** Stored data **
============
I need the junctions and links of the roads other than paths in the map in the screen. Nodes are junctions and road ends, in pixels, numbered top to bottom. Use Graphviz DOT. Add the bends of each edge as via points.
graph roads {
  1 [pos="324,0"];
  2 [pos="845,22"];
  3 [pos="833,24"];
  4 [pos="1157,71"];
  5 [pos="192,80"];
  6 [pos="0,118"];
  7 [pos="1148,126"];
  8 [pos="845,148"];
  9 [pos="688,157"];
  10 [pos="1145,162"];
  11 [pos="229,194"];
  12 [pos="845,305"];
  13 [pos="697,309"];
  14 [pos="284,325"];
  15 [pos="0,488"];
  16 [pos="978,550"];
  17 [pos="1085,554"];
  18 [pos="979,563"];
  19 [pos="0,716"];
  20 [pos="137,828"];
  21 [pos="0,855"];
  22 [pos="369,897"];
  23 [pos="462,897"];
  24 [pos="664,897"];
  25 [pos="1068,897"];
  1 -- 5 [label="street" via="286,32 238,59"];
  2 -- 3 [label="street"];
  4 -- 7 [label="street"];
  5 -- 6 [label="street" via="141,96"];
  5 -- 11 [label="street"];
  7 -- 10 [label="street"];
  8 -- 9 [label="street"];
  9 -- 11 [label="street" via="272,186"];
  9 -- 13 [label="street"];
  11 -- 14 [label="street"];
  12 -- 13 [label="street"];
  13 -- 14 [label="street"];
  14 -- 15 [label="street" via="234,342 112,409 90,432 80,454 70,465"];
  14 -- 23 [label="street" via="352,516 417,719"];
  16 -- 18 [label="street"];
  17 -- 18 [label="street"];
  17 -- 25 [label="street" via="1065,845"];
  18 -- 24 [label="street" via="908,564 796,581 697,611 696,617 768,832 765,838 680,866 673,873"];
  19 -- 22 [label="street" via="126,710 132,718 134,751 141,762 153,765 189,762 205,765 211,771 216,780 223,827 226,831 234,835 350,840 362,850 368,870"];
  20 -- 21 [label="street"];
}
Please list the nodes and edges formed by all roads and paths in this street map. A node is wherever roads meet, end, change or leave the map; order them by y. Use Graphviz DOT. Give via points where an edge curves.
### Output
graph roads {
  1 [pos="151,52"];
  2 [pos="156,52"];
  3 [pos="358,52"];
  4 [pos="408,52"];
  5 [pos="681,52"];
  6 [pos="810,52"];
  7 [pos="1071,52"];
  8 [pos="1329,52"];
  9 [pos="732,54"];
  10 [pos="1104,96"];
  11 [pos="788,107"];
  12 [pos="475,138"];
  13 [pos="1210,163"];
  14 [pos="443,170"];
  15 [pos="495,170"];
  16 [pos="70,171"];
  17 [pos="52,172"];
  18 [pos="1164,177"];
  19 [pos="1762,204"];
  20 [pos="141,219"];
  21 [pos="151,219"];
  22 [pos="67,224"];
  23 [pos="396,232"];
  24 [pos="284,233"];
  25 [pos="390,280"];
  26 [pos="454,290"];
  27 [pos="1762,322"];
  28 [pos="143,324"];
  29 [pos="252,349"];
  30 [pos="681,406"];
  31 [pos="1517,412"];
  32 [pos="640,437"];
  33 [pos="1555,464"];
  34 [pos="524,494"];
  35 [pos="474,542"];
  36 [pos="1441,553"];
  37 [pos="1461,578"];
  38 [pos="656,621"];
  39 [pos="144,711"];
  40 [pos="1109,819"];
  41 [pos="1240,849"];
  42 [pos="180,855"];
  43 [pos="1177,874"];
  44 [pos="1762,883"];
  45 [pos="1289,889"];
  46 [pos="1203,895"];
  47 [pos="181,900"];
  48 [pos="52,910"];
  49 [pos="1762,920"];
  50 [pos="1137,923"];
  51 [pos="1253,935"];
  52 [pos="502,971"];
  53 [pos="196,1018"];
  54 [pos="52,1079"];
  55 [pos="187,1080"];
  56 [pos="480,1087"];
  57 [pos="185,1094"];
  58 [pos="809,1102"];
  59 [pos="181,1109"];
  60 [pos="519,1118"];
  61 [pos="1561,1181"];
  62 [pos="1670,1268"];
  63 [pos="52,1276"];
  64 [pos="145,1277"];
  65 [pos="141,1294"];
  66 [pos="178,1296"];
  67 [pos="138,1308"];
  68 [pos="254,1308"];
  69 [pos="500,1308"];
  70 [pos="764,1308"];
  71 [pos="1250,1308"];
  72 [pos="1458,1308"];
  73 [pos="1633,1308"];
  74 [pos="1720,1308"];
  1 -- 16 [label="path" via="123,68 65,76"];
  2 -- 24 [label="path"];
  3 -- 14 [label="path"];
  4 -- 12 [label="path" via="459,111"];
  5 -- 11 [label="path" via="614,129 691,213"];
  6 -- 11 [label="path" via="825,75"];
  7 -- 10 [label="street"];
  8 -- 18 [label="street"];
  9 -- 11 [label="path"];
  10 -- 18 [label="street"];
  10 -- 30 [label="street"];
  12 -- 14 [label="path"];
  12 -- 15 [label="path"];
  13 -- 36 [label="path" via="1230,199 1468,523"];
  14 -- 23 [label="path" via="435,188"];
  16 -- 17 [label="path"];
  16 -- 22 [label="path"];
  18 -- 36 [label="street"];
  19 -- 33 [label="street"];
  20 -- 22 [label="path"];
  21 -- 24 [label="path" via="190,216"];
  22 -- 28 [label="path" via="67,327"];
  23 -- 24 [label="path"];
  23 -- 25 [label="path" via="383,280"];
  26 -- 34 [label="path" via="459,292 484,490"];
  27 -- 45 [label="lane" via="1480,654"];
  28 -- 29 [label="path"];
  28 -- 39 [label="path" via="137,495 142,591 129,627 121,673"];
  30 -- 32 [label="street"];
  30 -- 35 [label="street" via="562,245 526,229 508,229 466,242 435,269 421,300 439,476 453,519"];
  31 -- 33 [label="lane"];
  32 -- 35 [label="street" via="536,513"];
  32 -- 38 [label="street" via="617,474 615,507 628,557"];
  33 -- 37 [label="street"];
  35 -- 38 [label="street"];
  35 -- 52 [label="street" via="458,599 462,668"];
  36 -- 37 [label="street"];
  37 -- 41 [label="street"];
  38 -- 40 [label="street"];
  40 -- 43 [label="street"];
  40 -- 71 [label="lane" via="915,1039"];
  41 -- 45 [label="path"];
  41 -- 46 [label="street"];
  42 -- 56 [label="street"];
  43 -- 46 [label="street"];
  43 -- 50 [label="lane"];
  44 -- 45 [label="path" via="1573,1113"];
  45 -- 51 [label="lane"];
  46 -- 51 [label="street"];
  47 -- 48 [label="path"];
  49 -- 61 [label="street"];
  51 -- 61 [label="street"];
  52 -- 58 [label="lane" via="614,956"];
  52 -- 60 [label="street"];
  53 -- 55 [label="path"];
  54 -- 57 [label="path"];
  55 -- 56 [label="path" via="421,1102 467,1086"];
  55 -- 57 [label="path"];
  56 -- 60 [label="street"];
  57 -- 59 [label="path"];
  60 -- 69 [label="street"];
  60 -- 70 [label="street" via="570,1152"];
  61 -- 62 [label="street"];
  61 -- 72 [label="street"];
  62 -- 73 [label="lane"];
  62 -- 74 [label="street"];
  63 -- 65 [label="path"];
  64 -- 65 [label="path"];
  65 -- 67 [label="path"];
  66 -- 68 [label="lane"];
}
============
** ACTIVITY **
If a line in the records contains the string "roads", copy it out.

** RESULT **
I need the junctions and links of the roads other than paths in the map in the screen. Nodes are junctions and road ends, in pixels, numbered top to bottom. Use Graphviz DOT. Add the bends of each edge as via points.
graph roads {
Please list the nodes and edges formed by all roads and paths in this street map. A node is wherever roads meet, end, change or leave the map; order them by y. Use Graphviz DOT. Give via points where an edge curves.
graph roads {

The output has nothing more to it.